From the entries below, pull out each line where "dead" appears.

■ Recorded data:
━━━
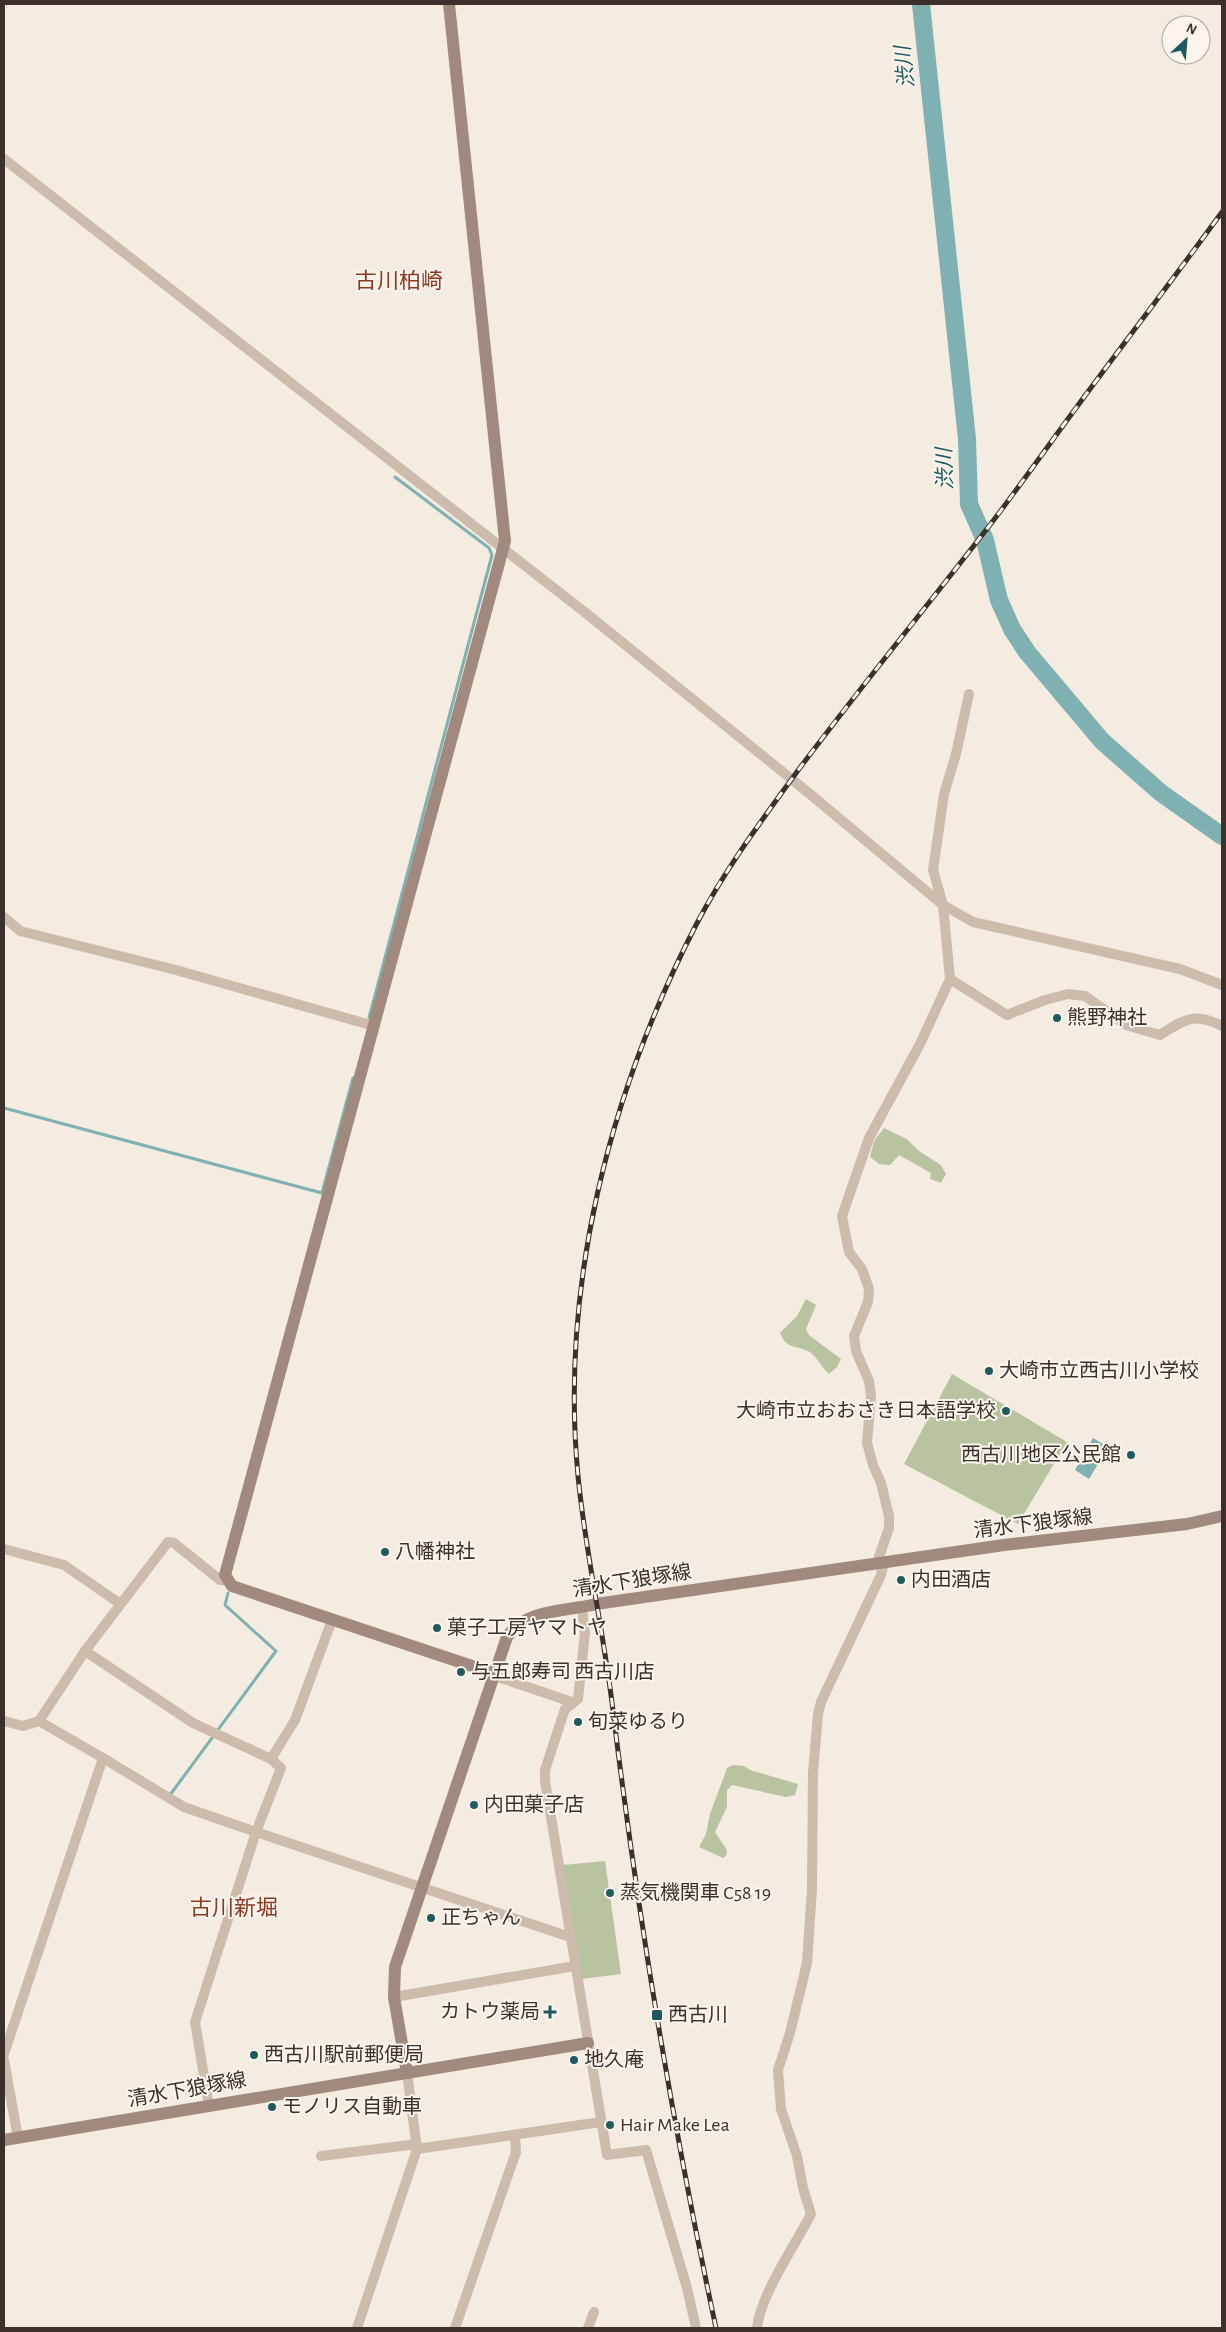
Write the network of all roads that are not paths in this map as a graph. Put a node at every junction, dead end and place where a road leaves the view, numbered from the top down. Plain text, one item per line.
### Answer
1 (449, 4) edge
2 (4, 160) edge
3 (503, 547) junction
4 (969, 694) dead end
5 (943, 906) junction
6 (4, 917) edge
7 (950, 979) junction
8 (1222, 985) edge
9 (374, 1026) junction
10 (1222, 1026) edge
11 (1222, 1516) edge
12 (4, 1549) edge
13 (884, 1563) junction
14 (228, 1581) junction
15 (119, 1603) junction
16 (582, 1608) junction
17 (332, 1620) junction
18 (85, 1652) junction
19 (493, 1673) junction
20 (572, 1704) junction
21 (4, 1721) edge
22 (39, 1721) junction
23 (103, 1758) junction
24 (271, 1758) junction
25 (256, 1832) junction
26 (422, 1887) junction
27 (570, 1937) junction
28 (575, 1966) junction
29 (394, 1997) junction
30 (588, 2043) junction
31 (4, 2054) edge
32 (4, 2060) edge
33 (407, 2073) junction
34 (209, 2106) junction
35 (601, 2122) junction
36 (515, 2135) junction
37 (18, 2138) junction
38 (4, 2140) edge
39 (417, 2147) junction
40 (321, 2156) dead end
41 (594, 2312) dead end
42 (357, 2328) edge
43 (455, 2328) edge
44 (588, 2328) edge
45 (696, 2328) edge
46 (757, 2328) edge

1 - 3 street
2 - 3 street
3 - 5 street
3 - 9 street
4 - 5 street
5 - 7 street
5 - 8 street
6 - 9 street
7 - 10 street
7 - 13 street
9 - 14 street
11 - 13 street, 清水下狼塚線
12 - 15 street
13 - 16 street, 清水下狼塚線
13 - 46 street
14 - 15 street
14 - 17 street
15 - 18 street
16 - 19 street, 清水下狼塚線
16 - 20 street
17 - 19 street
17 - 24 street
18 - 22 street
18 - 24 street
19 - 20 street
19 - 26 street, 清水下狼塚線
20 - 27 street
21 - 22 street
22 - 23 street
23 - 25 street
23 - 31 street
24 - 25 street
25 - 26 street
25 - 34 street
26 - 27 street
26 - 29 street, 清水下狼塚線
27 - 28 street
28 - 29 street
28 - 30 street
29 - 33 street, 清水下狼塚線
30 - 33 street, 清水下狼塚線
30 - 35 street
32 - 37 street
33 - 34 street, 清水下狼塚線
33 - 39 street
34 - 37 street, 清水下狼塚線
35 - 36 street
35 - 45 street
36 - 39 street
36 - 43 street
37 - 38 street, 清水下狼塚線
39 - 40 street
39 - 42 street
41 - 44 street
━━━
■ Expected output:
Write the network of all roads that are not paths in this map as a graph. Put a node at every junction, dead end and place where a road leaves the view, numbered from the top down. Plain text, one item per line.
4 (969, 694) dead end
40 (321, 2156) dead end
41 (594, 2312) dead end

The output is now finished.